Hemming is a popular bending technique due to multiple advantages:

  • Improved structural integrity

Hemming reinforces the sheet metal by folding its edges, which doubles the material thickness at the critical points. This not only increases the strength and durability of the metal but also reduces the risk of deformation under stress or load.

  • Enhanced aesthetic appeal

Polishing and finishing the raw edge of sheet metal can be challenging and sometimes unfeasible. These sharp edges also pose a safety risk. Hemming produces a smooth, rounded edge that is easier to polish, which enhances the overall aesthetic appeal of the metal component.

  • Better resistance to wear and damage

Raw sheet metal with thin edges is susceptible to warping and wear. When folded, the delicate edges gain twice the thickness, which enhances their resistance to physical damage. This process effectively seals the edges, reducing exposure to environmental factors that can lead to corrosion and wear.

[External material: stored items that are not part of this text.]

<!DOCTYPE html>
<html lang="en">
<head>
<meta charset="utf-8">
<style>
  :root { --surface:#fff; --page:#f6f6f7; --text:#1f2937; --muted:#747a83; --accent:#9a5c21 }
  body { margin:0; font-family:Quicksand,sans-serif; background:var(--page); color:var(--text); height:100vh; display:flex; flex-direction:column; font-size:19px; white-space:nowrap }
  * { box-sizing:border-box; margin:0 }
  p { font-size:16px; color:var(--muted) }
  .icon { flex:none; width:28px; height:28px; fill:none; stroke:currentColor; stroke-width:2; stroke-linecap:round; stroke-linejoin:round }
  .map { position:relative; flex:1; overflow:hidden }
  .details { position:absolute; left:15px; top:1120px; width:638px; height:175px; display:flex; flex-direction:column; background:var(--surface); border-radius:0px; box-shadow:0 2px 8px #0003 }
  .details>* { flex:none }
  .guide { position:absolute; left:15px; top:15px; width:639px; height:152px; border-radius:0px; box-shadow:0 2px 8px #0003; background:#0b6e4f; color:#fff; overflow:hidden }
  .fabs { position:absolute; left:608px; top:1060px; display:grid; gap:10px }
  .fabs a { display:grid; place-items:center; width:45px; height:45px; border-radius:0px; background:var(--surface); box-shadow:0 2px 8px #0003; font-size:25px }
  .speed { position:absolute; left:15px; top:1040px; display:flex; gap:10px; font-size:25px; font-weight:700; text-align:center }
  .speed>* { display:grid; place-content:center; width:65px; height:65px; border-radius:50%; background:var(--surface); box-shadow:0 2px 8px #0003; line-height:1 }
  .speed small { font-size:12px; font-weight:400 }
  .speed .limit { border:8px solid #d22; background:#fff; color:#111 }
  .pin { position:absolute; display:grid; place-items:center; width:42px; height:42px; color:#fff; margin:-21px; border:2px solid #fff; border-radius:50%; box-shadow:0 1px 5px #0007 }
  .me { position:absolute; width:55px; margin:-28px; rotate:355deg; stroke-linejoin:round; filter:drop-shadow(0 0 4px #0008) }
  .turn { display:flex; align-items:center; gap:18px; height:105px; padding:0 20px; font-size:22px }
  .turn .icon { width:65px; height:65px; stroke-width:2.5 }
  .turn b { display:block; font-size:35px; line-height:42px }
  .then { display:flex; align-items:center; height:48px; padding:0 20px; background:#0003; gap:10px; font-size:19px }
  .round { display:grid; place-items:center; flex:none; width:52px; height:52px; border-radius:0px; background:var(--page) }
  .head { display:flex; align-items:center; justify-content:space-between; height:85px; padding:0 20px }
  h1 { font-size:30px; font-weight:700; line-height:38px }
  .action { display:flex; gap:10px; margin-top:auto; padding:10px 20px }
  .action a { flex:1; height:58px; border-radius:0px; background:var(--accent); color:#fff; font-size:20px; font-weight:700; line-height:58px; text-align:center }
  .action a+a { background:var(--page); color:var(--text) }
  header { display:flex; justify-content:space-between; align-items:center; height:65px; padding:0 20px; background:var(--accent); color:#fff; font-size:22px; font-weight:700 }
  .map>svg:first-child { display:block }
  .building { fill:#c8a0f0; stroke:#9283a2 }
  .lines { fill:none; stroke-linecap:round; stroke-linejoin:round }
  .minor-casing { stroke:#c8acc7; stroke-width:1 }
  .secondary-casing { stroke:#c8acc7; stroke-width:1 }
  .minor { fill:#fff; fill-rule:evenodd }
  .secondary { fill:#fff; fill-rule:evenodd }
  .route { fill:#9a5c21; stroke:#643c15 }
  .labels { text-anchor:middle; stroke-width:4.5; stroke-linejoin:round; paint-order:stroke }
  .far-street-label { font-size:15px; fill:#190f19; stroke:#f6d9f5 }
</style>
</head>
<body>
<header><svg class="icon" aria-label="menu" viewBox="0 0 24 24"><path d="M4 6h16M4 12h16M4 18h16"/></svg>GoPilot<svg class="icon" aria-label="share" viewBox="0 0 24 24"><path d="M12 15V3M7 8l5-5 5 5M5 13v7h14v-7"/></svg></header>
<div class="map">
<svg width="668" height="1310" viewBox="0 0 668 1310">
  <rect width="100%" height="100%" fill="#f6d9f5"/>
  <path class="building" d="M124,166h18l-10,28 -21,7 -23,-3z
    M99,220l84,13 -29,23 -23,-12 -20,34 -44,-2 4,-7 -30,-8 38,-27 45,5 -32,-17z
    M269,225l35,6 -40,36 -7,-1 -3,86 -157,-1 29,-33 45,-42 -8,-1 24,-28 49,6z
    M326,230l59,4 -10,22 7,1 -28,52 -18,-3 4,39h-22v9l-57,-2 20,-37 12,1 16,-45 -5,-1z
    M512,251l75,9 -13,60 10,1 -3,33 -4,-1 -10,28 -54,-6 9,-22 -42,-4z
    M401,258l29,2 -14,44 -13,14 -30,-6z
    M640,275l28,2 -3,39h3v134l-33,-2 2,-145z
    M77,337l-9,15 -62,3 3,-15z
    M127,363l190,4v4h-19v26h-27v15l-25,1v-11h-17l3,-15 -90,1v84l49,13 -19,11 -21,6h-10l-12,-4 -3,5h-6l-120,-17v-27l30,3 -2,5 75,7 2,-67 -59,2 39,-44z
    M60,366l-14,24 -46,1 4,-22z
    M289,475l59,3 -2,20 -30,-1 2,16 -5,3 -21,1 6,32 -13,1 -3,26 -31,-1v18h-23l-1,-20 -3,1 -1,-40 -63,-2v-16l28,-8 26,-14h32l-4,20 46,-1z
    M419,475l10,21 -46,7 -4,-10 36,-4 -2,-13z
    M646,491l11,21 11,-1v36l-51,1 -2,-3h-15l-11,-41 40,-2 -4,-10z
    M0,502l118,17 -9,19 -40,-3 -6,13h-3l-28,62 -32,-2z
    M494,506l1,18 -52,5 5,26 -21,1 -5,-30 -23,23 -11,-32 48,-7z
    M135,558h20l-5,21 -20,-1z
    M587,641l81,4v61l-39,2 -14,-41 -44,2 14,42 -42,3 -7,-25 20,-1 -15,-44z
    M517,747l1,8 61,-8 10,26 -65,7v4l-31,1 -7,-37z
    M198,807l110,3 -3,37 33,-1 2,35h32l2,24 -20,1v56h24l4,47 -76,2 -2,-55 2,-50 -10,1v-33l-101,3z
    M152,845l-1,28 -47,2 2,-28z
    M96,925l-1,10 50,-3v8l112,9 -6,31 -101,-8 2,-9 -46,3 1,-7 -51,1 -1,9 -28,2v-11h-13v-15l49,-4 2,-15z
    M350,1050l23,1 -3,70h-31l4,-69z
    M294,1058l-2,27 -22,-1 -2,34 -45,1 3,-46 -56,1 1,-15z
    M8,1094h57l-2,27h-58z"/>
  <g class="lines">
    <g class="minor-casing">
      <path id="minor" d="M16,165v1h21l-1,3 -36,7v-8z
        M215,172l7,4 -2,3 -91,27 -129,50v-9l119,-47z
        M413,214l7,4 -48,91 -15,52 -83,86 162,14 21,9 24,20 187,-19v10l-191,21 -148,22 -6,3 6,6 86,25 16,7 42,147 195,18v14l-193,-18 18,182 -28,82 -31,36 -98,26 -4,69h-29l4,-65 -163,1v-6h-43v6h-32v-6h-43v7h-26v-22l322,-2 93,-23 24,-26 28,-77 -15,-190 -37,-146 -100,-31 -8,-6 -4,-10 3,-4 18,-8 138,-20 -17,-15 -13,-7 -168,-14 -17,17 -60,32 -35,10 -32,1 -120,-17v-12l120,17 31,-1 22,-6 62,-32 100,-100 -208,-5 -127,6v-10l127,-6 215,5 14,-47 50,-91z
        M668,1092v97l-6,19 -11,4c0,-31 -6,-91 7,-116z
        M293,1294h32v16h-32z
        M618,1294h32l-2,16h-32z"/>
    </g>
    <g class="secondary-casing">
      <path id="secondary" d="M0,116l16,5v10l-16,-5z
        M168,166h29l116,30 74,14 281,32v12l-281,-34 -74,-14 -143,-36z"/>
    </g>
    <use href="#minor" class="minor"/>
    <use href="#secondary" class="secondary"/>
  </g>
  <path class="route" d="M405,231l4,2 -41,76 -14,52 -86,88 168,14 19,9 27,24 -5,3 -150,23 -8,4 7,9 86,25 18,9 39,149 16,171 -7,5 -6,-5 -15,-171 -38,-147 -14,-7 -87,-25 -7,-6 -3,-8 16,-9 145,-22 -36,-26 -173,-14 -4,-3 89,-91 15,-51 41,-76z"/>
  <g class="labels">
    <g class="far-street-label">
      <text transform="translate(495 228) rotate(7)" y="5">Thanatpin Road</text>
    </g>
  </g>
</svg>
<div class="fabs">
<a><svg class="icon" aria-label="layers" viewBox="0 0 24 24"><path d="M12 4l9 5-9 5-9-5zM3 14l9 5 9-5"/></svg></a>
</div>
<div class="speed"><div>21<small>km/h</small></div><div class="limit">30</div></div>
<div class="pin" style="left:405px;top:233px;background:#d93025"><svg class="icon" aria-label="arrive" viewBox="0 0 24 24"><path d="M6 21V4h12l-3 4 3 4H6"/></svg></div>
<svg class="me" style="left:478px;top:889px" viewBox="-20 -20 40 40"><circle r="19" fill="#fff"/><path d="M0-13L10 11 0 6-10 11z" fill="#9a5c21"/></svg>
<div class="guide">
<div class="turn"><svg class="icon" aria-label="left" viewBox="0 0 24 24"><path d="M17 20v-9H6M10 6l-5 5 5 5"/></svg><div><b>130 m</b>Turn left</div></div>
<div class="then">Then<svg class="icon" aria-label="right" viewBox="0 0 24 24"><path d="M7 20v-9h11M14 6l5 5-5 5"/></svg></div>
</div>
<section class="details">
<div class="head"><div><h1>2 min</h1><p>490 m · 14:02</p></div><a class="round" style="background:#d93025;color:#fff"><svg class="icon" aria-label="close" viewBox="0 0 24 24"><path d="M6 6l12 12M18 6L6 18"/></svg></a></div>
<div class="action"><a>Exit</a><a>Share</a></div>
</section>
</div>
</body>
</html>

Cons of Sheet Metal Hemming

Besides multiple advantages, there are a few downsides to the process as well:

  • Requires Specialized Equipment and Tools

Sheet metal hemming cannot be accomplished with ordinary bending or mechanical tools; it necessitates a specialized hemming press or roller setup. This specialized equipment is costly compared to standard tools.

  • Time-Consuming Process

The hemming process involves a series of steps, from pre-hemming to final flattening, each of which takes time. This multi-step process lengthens production times.

  • Complexity and Skill Requirement

Hemming requires attention to detail at every stage, from the initial design and standard sizing of bends to the final finishing of the metal. This complexity requires skilled operators with specific training and knowledge of metalworking.

Applications of Sheet Metal Hemming

Hemming finds its applications in areas where one needs to stiffen sheet metal edges, hide imperfections, or secure two sheets together without a fastener. Some applications are:

IndustryApplications
Automotive IndustryHoods, trunk lids, doors, fenders
Appliance ManufacturingRefrigerators, ovens, washing machines, dryers
Furniture ManufacturingDesks, shelving, cabinets
Construction and BuildingMetal doors, windows, frames
Aerospace IndustryAircraft panels, doors
Electronic EnclosuresHousings and enclosures for electronics

Comparison of Hemming to Similar Metal Forming Processes

Hemming is often confused with two similar metal forming processes, seaming and metal jog. However, it’s different from the two.

Sheet Metal Hemming vs Seaming

In hemming, the sheet metal folds onto itself, with or without a cavity in between. It can have different cross-sections based on the type of hem. The primary purpose of metal hemming is to reinforce metal edges and improve the structural integrity of the material.  

The design of seaming in sheet metal is similar in shape to an open hem – the same U-shaped cross-section. However, its purpose is to seal and interlock the edges of two separate pieces of sheet metal.

Sheet Metal Jog vs. Sheet Metal Hem

Hemming involves folding the edge of sheet metal back onto itself, creating a single curve that strengthens and smooths the edge. On the other hand, a jog (or joggle) involves creating two opposing bends close together in the sheet metal, resulting in a Z-shaped offset that facilitates the assembly of parts.

Hem’s purpose is edge durability and appearance, while jogs improve the assembly and fit of metal components.

Conclusion

Sheet metal is inherently flimsy and prone to bending. The hemming operation, performed using specialized tools, enhances strength by doubling the thickness at the edges. This folding also conceals imperfections and facilitates easier polishing of hemming edges, thus improving the overall aesthetics of the component. Hemming primarily enhances structural integrity and appearance, but open hems can also serve as joints.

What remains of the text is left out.